Native people have been consistently and increasingly incarcerated since first invasion by western settlers. If they weren’t killing us, they were imprisoning us. They said their punishments fit our crimes. Sometimes our crimes were things like standing around, going off the reservation, defending ourselves against sexual assault, hunting, fishing, or refusing to be removed from our homes. It very quickly became illegal just to be Indian. And for every new law that they passed in the name of justice, there was one more Indian incarcerated because while “the only good Indian is a dead Indian,” if you can’t kill him, then the only good Indian is an incarcerated Indian.
In 1883, a Lakota Sioux man named Crow Dog shot and killed another Native man named Spotted Tail. The tribe dealt with this incident through a system of settlement that was traditional to the tribal people. We didn’t believe that prison was the answer, because we had complex systems of justice that valued balance in our communities. U.S. authorities could not believe that in this traditional system of justice there was no real “punishment” so they intervened, arrested and tried Crow Dog. They sentenced him to death. How interesting that their goal was two dead Indians, not just one. Crow Dog took his case all the way to the Supreme Court, and you know what the court said? “Get out of this Indian business, you guys. They have their own justice systems. They are sovereign nations.” (Basically. You should read the whole case if you want to know what they said exactly.)
After that Congress made sure that Indians could no longer be in charge of justice systems when it came to what they called “major crimes” because it wasn’t justice if Indians weren’t going to jail or getting executed. And now Indians are sentenced to longer sentences than white people who commit the same crime, and according to the Bureau of Justice Statistics, they are incarcerated at a rate 38 percent higher than the national average. Native men are incarcerated four times more than white men. Native women, six times more than white women. So the system is working because we are going to jail.
And it makes me wonder how many of these Native people write home or say silent prayers at night that begin “Please don’t let me die in prison.”
Leonard Peltier’s case, however, has made international headlines, not because he is a Native man in prison, but because of the extraordinary circumstances surrounding his conviction. The trial was farcical and unsettling.

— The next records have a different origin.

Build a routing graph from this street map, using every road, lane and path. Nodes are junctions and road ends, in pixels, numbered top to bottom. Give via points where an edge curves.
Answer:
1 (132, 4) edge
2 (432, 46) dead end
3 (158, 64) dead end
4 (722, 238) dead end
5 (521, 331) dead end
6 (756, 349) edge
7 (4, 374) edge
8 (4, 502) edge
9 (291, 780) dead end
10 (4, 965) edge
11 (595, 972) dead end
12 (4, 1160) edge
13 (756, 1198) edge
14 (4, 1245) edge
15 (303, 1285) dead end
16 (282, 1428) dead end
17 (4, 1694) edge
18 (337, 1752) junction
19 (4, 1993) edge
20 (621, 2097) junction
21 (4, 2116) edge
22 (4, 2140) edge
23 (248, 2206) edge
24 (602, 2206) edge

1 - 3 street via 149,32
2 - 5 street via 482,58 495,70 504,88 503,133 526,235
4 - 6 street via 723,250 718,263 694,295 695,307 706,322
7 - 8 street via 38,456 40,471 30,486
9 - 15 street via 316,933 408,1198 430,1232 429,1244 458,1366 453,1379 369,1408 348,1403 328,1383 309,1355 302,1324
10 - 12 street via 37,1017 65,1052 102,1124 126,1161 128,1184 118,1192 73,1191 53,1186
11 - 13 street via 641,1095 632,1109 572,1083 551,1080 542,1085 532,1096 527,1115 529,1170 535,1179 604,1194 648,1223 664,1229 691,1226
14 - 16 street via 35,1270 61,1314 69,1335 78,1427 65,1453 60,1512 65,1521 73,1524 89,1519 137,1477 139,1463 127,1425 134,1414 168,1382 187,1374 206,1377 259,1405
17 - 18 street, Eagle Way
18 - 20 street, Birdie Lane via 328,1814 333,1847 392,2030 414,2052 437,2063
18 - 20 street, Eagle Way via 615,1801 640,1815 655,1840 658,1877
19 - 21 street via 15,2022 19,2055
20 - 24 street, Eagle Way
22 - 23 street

It seemed like conviction of Peltier was to prove a point about punishing the American Indian Movement. For the last 40 years, Peltier has maintained his innocence and has had people working endlessly to free him. They began with requests for new trials. They highlighted the inconsistencies of the case. In 2009, he was denied parole. He has been denied clemency by multiple Presidents. Organizations like Amnesty International and the National Congress of American Indians have called for intervention in his case.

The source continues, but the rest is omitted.